Note that by the property of all point configurations in \(\mathbb {J}\) to have points with mutual distance at least one, we have

$$\begin{aligned}\sup _{(\omega ^i)_i\in \mathbb {J}} \sup _{x\in \mathbb {R}} E_x\left[ a\int _0^1 g^{\varepsilon ,(\omega ^i)_{i}}(B_s)\textrm{d}s \right] \leqq a\int _0^1 E_0\big [ \mathbb {1}_{A_\varepsilon } (B_s)\big ]\textrm{d}s \leqq \frac{1}{2} \end{aligned}$$

for all \(\varepsilon (a)>0\) small enough, where \(A_\varepsilon :=\bigcup _{i\in \mathbb {Z}}[-\varepsilon /2+i,\varepsilon /2+i]\). Using Kasminskii’s lemma (cf. e.g. [35, Lemma 1.2.1]) we infer \(\sup _{x\in \mathbb {R}}E_x \big [ e^{a\int _0^1 g^{\varepsilon ,(\omega ^i)_{i}}(B_s)\textrm{d}s} \big ]\leqq 2\). An \((n-1)\)-fold application of the Markov property at times \(1, \ldots , n-1\) supplies us with \(\sup _{x\in \mathbb {R}}E_x \big [ e^{a\int _0^n g^{\varepsilon ,(\omega ^i)_{i}}(B_s)\textrm{d}s} \big ]\leqq 2^n\) for all \(n\in \mathbb {N}\) and all \((\omega ^i)_i\in \mathbb {J}\). Plugging this into (4.59) we infer

$$\begin{aligned} \sup _{(\omega ^i)_i\in \mathbb {J}} E_1\Big [H_0e^{\int _0^{H_0} ( -a + a\cdot g^{\varepsilon ,(\omega ^i)_{i}}(B_s) )\textrm{d}s}\Big ]&\leqq \sum _{n=0}^{\infty }(n+1)e^{-na}2^n, \end{aligned}$$

so the right-hand side in (4.59) is finite, and (4.58) holds true for all \(a>\ln 2\) and \(\varepsilon (a)\) small enough as well. Since \(g^{\varepsilon ,(\omega ^i)_{i}}\) decreases \(\mathbb {P}\)-a.s. to 0 monotonically as \(\varepsilon \downarrow 0\), we infer

$$\begin{aligned}{} & {} \lim _{\varepsilon \downarrow 0}\mathbb {E}\Big [E_1\big [H_0e^{\int _0^{H_0} \zeta ^{(\varepsilon ,a)}(B_s)\textrm{d}s}\big ]\Big ]=E_1\big [H_0 e^{-aH_0}\big ]\nonumber \\{} & {} \quad =-\frac{\textrm{d}}{\textrm{d}a}E_1\big [e^{-aH_0}\big ]=-\frac{\textrm{d}}{\textrm{d}a}\big (e^{-\sqrt{2a}}\big )=\frac{1}{\sqrt{2a}}e^{-\sqrt{2a}}, \end{aligned}$$
(4.60)

using [4, (2.0.1), p. 204] in the third equality.
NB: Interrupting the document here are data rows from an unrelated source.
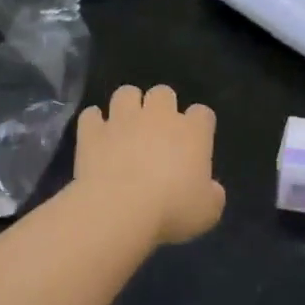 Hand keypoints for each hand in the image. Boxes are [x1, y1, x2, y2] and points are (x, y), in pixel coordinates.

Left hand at [73, 85, 226, 245]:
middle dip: (161, 106)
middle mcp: (158, 116)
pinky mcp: (92, 131)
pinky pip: (91, 115)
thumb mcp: (207, 212)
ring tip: (126, 125)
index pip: (202, 113)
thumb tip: (211, 189)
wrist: (119, 210)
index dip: (199, 125)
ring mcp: (122, 120)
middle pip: (163, 93)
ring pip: (126, 93)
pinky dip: (94, 123)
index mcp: (192, 132)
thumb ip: (213, 195)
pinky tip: (96, 136)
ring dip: (127, 105)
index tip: (195, 142)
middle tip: (158, 130)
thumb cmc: (171, 211) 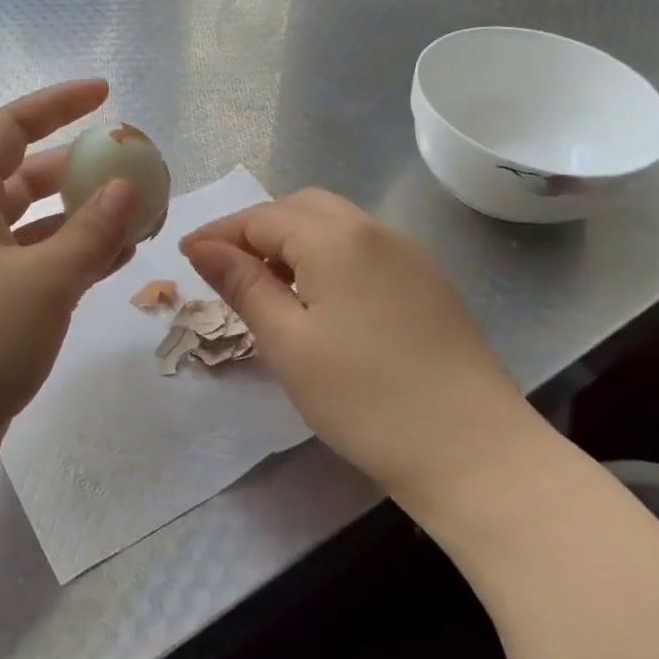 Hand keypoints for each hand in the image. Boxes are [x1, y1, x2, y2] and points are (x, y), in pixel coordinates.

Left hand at [0, 81, 137, 492]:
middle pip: (27, 178)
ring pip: (38, 229)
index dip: (56, 104)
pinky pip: (40, 271)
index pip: (10, 128)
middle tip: (133, 170)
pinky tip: (116, 263)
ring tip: (140, 217)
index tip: (105, 95)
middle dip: (79, 168)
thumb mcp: (42, 280)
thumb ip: (91, 232)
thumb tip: (127, 186)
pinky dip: (77, 261)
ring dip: (85, 219)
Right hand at [180, 190, 531, 507]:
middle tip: (226, 269)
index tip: (184, 256)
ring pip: (335, 225)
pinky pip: (363, 248)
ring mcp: (408, 254)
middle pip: (301, 208)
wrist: (473, 451)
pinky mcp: (427, 281)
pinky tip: (319, 298)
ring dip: (293, 241)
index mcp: (336, 238)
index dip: (220, 233)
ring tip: (266, 284)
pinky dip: (327, 257)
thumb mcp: (288, 343)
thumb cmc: (365, 399)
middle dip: (257, 229)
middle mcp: (374, 230)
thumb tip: (201, 246)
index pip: (262, 217)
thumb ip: (243, 285) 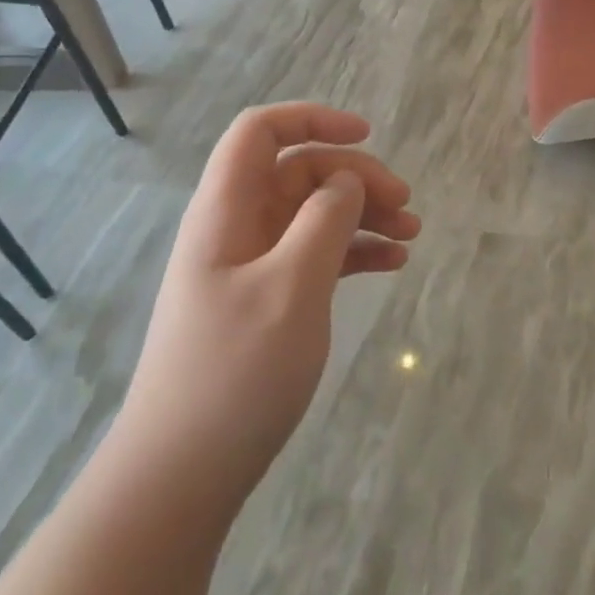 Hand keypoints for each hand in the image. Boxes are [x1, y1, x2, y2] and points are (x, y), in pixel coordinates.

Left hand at [117, 104, 420, 497]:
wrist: (182, 476)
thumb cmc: (234, 373)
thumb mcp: (291, 287)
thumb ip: (324, 220)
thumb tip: (346, 181)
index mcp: (226, 211)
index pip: (260, 132)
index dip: (312, 119)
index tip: (367, 136)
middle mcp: (237, 229)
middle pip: (300, 172)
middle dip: (356, 177)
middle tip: (406, 205)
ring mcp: (251, 267)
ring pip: (313, 214)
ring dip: (363, 215)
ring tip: (413, 235)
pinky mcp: (266, 301)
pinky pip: (315, 255)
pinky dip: (354, 252)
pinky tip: (392, 264) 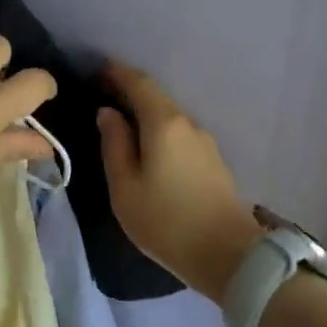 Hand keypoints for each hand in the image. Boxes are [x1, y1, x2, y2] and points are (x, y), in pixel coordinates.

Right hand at [95, 63, 262, 304]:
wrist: (229, 256)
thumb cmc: (166, 221)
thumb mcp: (125, 187)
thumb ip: (114, 144)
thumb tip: (108, 113)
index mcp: (164, 123)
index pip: (139, 83)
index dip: (117, 73)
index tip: (97, 70)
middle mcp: (187, 123)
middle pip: (156, 97)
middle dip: (130, 91)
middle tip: (104, 93)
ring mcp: (205, 142)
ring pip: (169, 115)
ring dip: (146, 112)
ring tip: (122, 121)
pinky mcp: (213, 160)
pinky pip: (179, 133)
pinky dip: (159, 129)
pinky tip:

Thus, combining (4.57) and (4.60) we infer that there exists \(\varepsilon _2(a)>0\) such that the second summand on the left-hand side of (4.55) is upper bounded by \(\texttt {es}\cdot \frac{4/3}{\sqrt{2a}}=(a+\texttt {ei})\cdot \frac{4/3}{\sqrt{2a}}.\) Using this in combination with (4.56), we infer that for all \(a>\ln 2\) [which is sufficient for (4.58)] and \(\varepsilon \in (0, \varepsilon _1(a)\wedge \varepsilon _2(a))\), choosing \(\texttt {ei}\in (0,\frac{a}{8}),\) we get that the left-hand side in (4.55) is upper bounded by \(-\frac{3}{4}\sqrt{2a} + (a+\texttt {ei})\cdot \frac{4/3}{\sqrt{2a}}<0\).